Alejandro sintió un nudo en la garganta.
Toda su vida había creído que ellos lo habían rechazado.
Ahora descubría que también habían vivido engañados.
—Explíquenmelo todo.
Don Manuel respiró hondo.

—Cuando te fuiste, Rodrigo empezó a decir que tú ya eras un hombre importante y que no querías saber nada de nosotros. Cada vez que escribíamos una carta, él decía que la enviaría. Cuando llegaba dinero, aseguraba que era un préstamo suyo para que no nos sintiéramos avergonzados.
Alejandro sintió que el mundo comenzaba a girar demasiado rápido.
—¿Nunca supieron que el dinero era mío?
Los dos ancianos negaron con la cabeza.
Entonces doña Carmen abrió un pequeño cajón escondido bajo la mesa.
Sacó varios recibos de medicamentos vencidos.
También aparecieron avisos de embargo, cuentas sin pagar y documentos del banco.
Alejandro los revisó uno por uno.
En todos figuraba la misma firma.
Rodrigo Reyes.
No solo administraba las tierras.
También tenía poder para venderlas, hipotecarlas y cobrar cualquier ayuda gubernamental destinada a sus padres.
—¿Dónde está él ahora?
Don Manuel bajó la mirada.
—Vive en la casa grande que construyó al otro lado del pueblo.

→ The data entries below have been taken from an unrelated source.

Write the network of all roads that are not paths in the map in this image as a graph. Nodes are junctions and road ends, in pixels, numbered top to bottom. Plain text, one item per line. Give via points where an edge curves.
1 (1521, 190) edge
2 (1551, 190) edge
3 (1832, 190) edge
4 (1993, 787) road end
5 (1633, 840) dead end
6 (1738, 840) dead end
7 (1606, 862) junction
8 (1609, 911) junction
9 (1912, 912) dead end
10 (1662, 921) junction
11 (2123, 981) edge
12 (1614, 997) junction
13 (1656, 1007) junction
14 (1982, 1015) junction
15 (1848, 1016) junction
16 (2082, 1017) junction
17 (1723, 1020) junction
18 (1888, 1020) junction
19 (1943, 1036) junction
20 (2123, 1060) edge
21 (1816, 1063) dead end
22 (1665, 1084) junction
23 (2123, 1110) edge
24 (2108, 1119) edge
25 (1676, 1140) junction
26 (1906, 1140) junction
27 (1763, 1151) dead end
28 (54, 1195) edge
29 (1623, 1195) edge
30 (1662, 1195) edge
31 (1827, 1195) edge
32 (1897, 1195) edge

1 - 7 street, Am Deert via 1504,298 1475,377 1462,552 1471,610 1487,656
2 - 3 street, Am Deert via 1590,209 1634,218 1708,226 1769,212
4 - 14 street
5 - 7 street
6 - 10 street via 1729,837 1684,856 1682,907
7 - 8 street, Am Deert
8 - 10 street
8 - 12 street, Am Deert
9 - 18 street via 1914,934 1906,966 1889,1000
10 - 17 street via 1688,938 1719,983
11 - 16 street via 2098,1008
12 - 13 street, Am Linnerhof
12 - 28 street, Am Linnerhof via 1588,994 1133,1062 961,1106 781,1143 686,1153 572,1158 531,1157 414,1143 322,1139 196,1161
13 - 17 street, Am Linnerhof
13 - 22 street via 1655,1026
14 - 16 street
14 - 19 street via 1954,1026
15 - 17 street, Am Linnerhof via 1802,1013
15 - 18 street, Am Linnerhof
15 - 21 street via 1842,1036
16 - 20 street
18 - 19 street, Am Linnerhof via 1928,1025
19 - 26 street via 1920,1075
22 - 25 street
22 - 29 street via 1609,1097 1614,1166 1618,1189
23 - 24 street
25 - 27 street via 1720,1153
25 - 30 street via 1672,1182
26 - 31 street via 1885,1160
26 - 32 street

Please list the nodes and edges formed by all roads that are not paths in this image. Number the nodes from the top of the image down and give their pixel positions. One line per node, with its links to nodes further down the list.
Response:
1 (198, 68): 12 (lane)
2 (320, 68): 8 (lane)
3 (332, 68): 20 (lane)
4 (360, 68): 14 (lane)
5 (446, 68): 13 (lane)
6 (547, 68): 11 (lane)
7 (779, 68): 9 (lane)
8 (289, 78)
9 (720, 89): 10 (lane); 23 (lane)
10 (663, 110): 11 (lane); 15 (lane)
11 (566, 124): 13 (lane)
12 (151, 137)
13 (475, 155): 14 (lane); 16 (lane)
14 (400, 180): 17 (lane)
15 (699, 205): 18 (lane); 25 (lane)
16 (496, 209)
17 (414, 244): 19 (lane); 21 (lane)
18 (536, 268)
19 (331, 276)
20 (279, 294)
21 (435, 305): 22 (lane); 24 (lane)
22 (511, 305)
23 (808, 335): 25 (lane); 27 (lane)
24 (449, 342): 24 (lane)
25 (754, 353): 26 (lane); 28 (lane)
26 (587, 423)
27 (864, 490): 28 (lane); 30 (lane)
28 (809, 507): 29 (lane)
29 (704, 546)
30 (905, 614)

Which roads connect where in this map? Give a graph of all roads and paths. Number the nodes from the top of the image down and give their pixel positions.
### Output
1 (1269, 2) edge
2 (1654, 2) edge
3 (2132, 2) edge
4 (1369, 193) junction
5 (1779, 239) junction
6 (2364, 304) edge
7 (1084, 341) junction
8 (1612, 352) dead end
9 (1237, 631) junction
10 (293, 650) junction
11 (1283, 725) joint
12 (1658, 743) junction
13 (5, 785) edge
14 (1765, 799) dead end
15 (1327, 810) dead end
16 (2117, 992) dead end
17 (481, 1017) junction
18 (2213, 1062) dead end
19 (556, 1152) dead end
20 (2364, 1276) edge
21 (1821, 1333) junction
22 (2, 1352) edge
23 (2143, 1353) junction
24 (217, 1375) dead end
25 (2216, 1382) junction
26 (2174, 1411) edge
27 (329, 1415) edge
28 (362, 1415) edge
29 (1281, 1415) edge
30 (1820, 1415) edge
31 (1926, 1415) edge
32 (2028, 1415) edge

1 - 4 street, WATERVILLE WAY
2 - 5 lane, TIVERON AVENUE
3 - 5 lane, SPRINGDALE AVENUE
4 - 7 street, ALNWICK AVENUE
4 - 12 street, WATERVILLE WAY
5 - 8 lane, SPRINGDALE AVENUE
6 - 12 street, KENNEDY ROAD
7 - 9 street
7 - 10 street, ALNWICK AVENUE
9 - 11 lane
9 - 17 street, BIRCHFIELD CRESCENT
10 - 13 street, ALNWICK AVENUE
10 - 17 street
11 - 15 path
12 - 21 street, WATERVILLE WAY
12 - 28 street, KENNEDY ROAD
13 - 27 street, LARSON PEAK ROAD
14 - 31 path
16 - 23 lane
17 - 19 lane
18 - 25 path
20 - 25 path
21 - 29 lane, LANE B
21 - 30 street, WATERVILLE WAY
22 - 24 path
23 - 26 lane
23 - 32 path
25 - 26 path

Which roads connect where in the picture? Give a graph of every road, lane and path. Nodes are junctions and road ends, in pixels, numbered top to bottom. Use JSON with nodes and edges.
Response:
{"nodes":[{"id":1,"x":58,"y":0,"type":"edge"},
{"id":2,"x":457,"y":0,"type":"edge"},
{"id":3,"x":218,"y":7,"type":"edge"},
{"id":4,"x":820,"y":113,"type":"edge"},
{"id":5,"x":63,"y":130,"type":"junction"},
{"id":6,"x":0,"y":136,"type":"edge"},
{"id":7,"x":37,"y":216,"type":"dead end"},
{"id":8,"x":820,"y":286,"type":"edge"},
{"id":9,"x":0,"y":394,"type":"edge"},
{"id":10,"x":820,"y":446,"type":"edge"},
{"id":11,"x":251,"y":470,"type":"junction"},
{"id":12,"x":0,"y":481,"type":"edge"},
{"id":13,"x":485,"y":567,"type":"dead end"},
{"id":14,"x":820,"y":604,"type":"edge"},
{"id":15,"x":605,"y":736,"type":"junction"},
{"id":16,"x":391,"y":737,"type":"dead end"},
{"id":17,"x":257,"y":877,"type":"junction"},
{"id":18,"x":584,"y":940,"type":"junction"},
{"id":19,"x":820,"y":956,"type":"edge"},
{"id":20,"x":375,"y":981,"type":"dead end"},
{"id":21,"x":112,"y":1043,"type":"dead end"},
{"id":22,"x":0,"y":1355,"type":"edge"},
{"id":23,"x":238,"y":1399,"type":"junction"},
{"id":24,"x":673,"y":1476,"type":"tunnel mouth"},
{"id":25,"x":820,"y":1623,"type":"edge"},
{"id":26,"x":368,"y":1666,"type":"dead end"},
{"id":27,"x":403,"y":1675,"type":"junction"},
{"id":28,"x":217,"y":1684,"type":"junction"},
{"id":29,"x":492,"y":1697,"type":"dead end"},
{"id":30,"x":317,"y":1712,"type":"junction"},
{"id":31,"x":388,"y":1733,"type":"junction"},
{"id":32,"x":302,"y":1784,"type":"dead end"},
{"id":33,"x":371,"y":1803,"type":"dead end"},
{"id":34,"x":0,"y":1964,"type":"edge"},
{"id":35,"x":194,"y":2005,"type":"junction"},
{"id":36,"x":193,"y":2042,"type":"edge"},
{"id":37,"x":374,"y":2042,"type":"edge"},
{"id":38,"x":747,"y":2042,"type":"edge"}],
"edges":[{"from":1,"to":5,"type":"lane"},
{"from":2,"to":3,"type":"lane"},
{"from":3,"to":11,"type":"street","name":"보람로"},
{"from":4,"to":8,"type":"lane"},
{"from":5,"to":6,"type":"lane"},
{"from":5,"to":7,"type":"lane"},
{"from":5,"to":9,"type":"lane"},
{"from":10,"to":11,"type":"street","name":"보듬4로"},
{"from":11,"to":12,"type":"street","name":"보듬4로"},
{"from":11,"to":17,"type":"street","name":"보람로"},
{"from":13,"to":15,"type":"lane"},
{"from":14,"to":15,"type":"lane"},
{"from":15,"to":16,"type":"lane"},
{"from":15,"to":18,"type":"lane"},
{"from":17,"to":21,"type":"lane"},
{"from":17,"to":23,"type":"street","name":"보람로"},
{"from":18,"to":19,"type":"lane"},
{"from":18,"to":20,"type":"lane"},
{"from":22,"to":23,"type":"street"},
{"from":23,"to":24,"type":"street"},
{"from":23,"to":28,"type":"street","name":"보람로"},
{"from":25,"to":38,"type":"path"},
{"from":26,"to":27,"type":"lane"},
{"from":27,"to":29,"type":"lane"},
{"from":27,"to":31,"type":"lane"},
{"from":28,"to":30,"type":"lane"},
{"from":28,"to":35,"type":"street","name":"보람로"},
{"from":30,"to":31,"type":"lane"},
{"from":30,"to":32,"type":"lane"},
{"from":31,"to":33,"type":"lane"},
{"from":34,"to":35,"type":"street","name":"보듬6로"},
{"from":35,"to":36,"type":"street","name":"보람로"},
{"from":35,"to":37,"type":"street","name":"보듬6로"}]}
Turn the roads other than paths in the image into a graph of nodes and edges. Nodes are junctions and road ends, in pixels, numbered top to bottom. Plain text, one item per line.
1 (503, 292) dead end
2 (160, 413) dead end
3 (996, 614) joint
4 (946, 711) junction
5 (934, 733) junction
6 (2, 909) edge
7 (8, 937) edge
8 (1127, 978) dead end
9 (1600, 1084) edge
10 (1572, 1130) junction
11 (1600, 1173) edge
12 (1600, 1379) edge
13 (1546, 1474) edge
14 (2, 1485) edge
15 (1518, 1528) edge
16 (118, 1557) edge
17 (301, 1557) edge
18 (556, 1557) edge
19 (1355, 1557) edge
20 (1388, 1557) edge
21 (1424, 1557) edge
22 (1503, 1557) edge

Alejandro recordó el expediente de la constructora.
Rodrigo aparecía como propietario de decenas de hectáreas.
Aquellas tierras siempre habían pertenecido a la familia.
Pero sus padres vivían entre paredes agrietadas, alimentándose con comida destinada al ganado.
Nada tenía sentido.
En ese instante, un vecino golpeó con fuerza la puerta.
Entró jadeando.
—¡Don Manuel! ¡Rodrigo viene para acá… y no viene solo!
Alejandro se volvió hacia la ventana.
A lo lejos aparecían tres camionetas negras avanzando por el camino de tierra.
Y al frente, con una sonrisa que no ocultaba ninguna culpa, venía su hermano.